La tarde estaba fría, pero yo caminaba de tienda en tienda, ignorando el clima y el cansancio acumulado. Quería encontrar el reloj perfecto para Max, el modelo exacto que había mencionado una vez con entusiasmo. Iba a hacer su cumpleaños, y aunque siempre hacía todo lo posible por sorprenderlo, esta vez quería que fuera especial. Max se merecía lo mejor, o al menos eso quería creer.
Mientras revisaba los estantes en una tienda, sentí un ligero tirón en mi chaqueta, seguido de una voz:
—Oye, se te cayó tu cartera.
Me giré rápidamente, sobresaltado, para encontrarme con un chico de rostro familiar extendiéndome mi billetera.
—Gracias —dije, tomándola con alivio—. No la vi.
—De nada —respondió con una sonrisa, pero antes de que pudiera dar media vuelta, añadió—: Disculpa, te me haces conocido.
Lo miré, algo confundido.
—¿Conocido?
—Sí, ya sé de dónde —exclamó, como si acabara de resolver un misterio—. Eres el chico de la cafetería, ¿no?
—¿Cafetería? —pregunté, tratando de recordar.
—Sí, viniste una vez donde trabajaba y estuvimos platicando un rato.
Su comentario trajo destellos de memoria. Sí, esa vez que Max estaba ocupado y terminé refugiándome en una cafetería. Lo recordé entonces.
—¡Oh! Ya recuerdo —le sonreí, asombrado por el encuentro—. Wow, la vida tiene muchos caminos inesperados. —¿Y sigues trabajando ahí? —le pregunté por cortesía.
—No —contestó con orgullo—. Ahora tengo mi propia cafetería. Por fin cumplí mi sueño.
No pude evitar sonreír. Recordaba cómo me había contado aquel día sobre sus planes y sueños mientras el lugar estaba vacío.
—Recuerdo lo mucho que querías eso. Felicidades —le dije, sincero, justo cuando mi celular comenzó a sonar.
Sacándolo del bolsillo, vi el nombre de Max en la pantalla. Contesté rápidamente.
—¿Dónde estás? —preguntó con tono serio.
—Estoy terminando unas cosas, ya casi llego a casa.
—Regresa ahora, Sergio —ordenó con frialdad antes de colgar.
El peso de su tono me dejó tenso, pero no podía ignorarlo. Me volví hacia Carlos, que había estado esperando con curiosidad.
—Tengo que irme, pero… ha sido un gusto verte.
—¿Te acompaño? —preguntó, señalando mi rostro preocupado—. Parece que ya va a oscurecer y este sitio se vuelve peligroso de noche. ¿Me dejas acompañarte? Solo para asegurarme de que estés bien antes de ir a tu casa.
Titubeé un momento, pero asentí.
—Está bien, gracias.
Nos dirigimos a la última tienda donde creía que podrían tener el reloj.
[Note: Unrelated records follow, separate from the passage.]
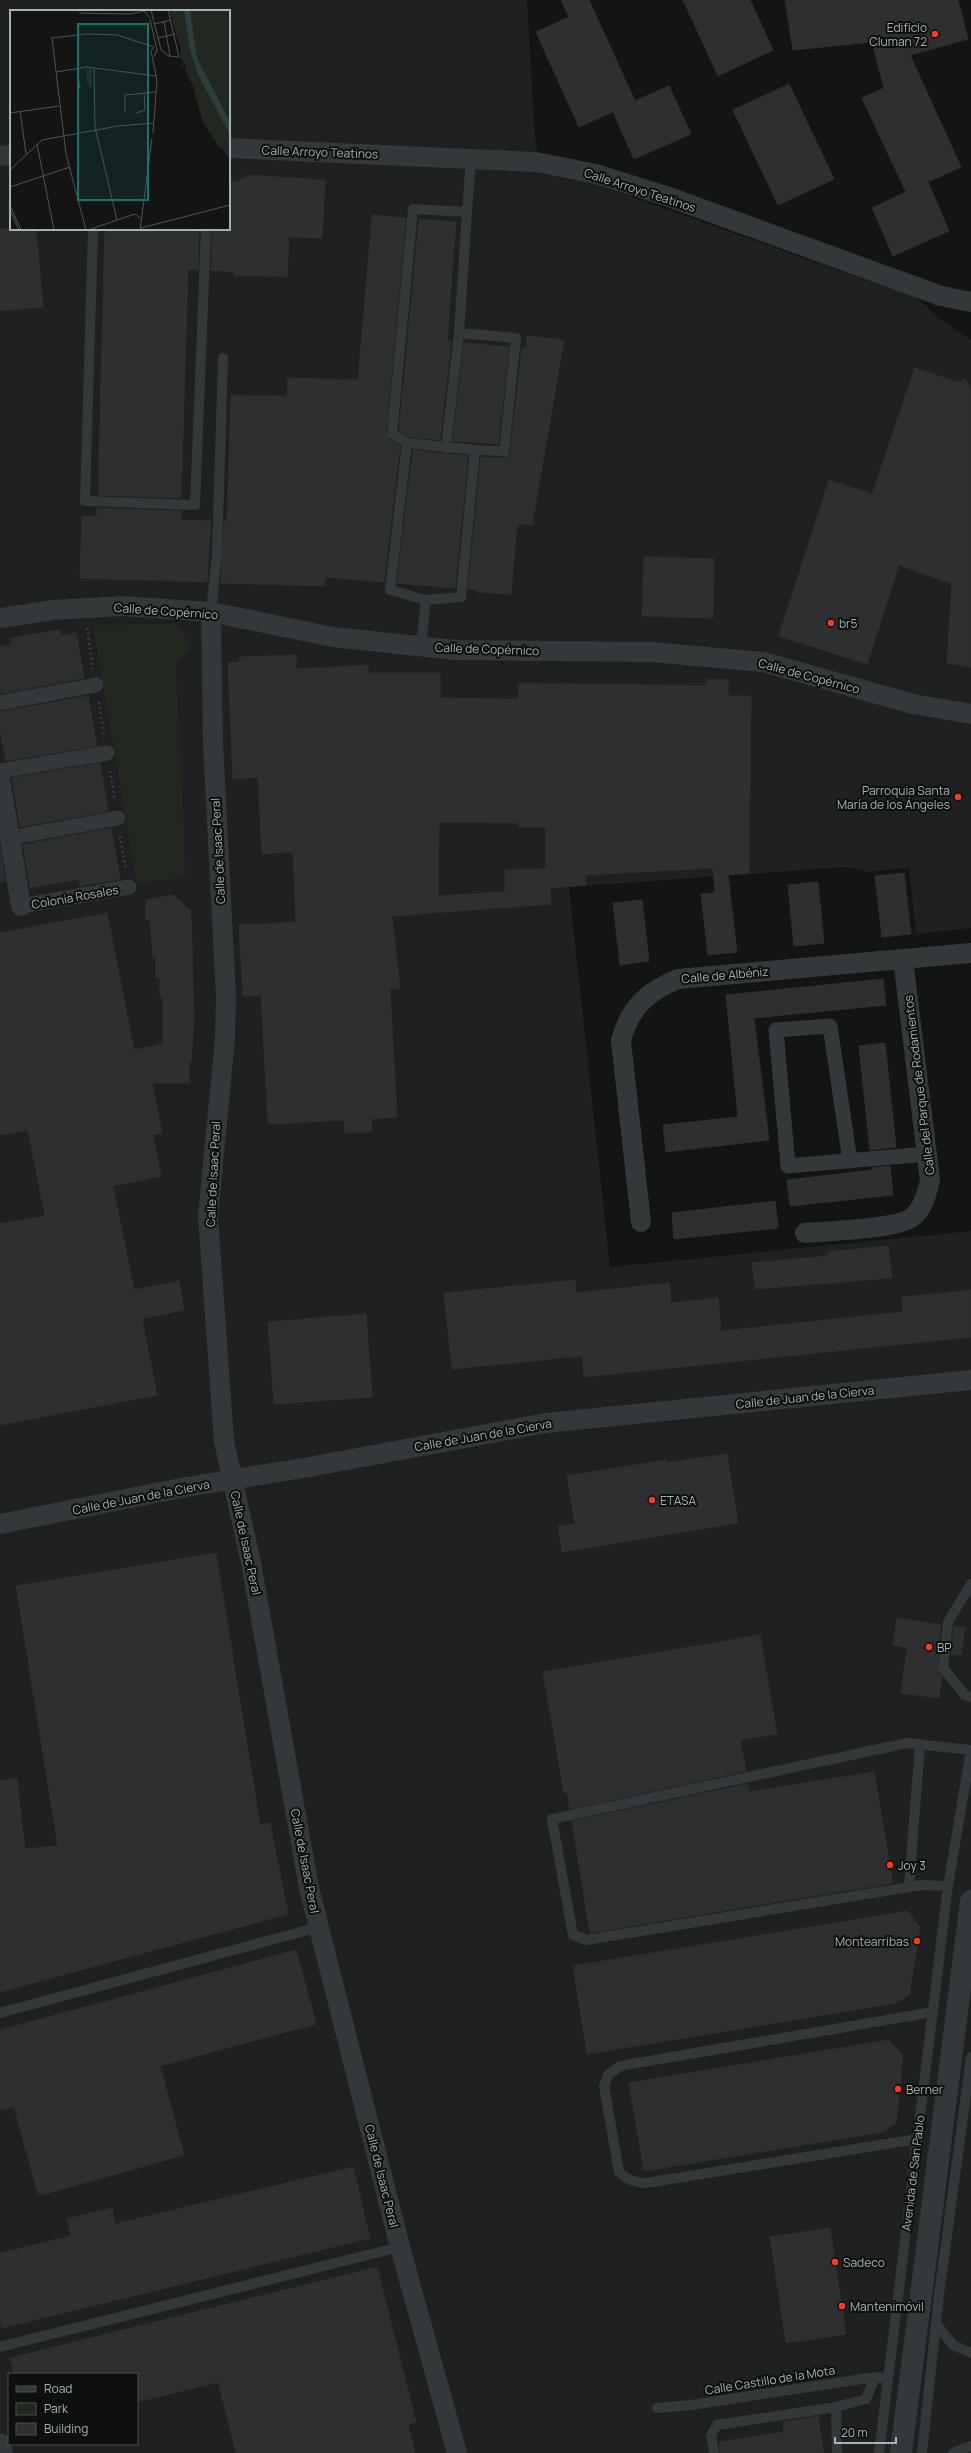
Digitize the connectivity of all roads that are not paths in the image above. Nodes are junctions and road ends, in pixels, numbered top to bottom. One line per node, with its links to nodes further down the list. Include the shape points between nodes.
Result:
1 (230, 148): 4 (street, Calle Arroyo Teatinos)
2 (10, 155): 3 (street)
3 (0, 156)
4 (471, 158): 5 (lane); 8 (street, Calle Arroyo Teatinos, via 536,162 596,174 668,197)
5 (466, 212): 11 (lane); 13 (lane, via 413,209 392,434)
6 (93, 230): 7 (lane, via 85,501 195,505)
7 (206, 230)
8 (941, 296): 9 (street, Calle Arroyo Teatinos); 10 (street, Calle Arroyo Teatinos)
9 (971, 302)
10 (971, 318)
11 (459, 333): 14 (lane); 15 (lane, via 516,338 504,451)
12 (223, 358): 17 (lane, via 217,553)
13 (407, 443): 14 (lane); 16 (lane, via 390,590)
14 (446, 448): 15 (lane)
15 (475, 450): 16 (lane, via 461,597)
16 (426, 600): 19 (lane)
17 (211, 612): 18 (street, Calle de Copérnico, via 122,606 53,610); 19 (street, Calle de Copérnico, via 333,637); 37 (street, Calle de Isaac Peral, via 213,743 226,997 225,1039 208,1216 224,1441)
18 (0, 618)
19 (421, 646): 22 (street, Calle de Copérnico, via 455,650 652,652 763,662 913,704)
20 (96, 686): 21 (street)
21 (0, 703)
22 (971, 714)
23 (107, 753): 24 (street)
24 (0, 771)
25 (0, 780): 27 (street)
26 (118, 818): 27 (street)
27 (10, 838): 29 (street)
28 (129, 888): 29 (street, Colonia Rosales)
29 (21, 906)
30 (971, 953): 31 (street, Calle de Albéniz)
31 (904, 959): 32 (street, Calle del Parque de Rodamientos); 34 (street, Calle de Albéniz, via 678,979 650,992 636,1006 625,1024 621,1041)
32 (926, 1154): 33 (street); 35 (street, Calle del Parque de Rodamientos, via 930,1180 926,1198 912,1218 893,1224)
33 (850, 1161): 33 (street, via 788,1166 776,1030 830,1026)
34 (641, 1222)
35 (805, 1233)
36 (971, 1380): 37 (street, Calle de Juan de la Cierva, via 546,1423)
37 (232, 1480): 38 (street, Calle de Juan de la Cierva); 46 (street, Calle de Isaac Peral, via 251,1563 309,1888)
38 (0, 1524)
39 (971, 1584): 40 (lane, via 948,1622 943,1668 965,1695)
40 (971, 1697)
41 (920, 1744): 42 (lane); 44 (lane); 44 (lane, via 907,1743 552,1819 573,1935 586,1940)
42 (971, 1750): 43 (lane, Avenida de San Pablo)
43 (948, 1886): 44 (lane); 47 (lane, Avenida de San Pablo)
44 (909, 1887)
45 (971, 1901): 67 (street, Avenida de San Pablo)
46 (319, 1927): 48 (lane); 52 (street, Calle de Isaac Peral)
47 (933, 2012): 51 (lane, Avenida de San Pablo); 51 (lane, via 620,2066 608,2075 604,2086 619,2172 635,2182 646,2183)
48 (0, 2013)
49 (971, 2056): 50 (lane)
50 (968, 2101): 53 (lane)
51 (917, 2139): 57 (lane, Avenida de San Pablo)
52 (400, 2247): 54 (lane); 63 (street, Calle de Isaac Peral)
53 (936, 2324): 55 (lane, via 953,2345); 68 (lane)
54 (0, 2347)
55 (971, 2353)
56 (876, 2377): 57 (lane, Calle Castillo de la Mota); 58 (lane, via 866,2399); 59 (lane, Calle Castillo de la Mota)
57 (888, 2378): 66 (lane, Avenida de San Pablo)
58 (836, 2407): 64 (lane, via 718,2425 711,2435); 65 (lane)
59 (657, 2408)
60 (0, 2442): 62 (street)
61 (971, 2446): 69 (lane)
62 (3, 2453)
63 (457, 2453)
64 (714, 2453)
65 (837, 2453)
66 (879, 2453)
67 (901, 2453)
68 (922, 2453)
69 (953, 2453)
Por suerte, allí estaba, brillante y perfecto en su caja de presentación. Carlos me felicitó por encontrarlo mientras yo pagaba apresuradamente. Nos despedimos a las afueras de la tienda, y él me deseó suerte con una sonrisa antes de irse.
Cuando llegué a casa, el ambiente era pesado. Max estaba sentado en el sofá, con el rostro endurecido por la ira.
—¿Por qué tardaste tanto? —preguntó con una voz que me hizo estremecer.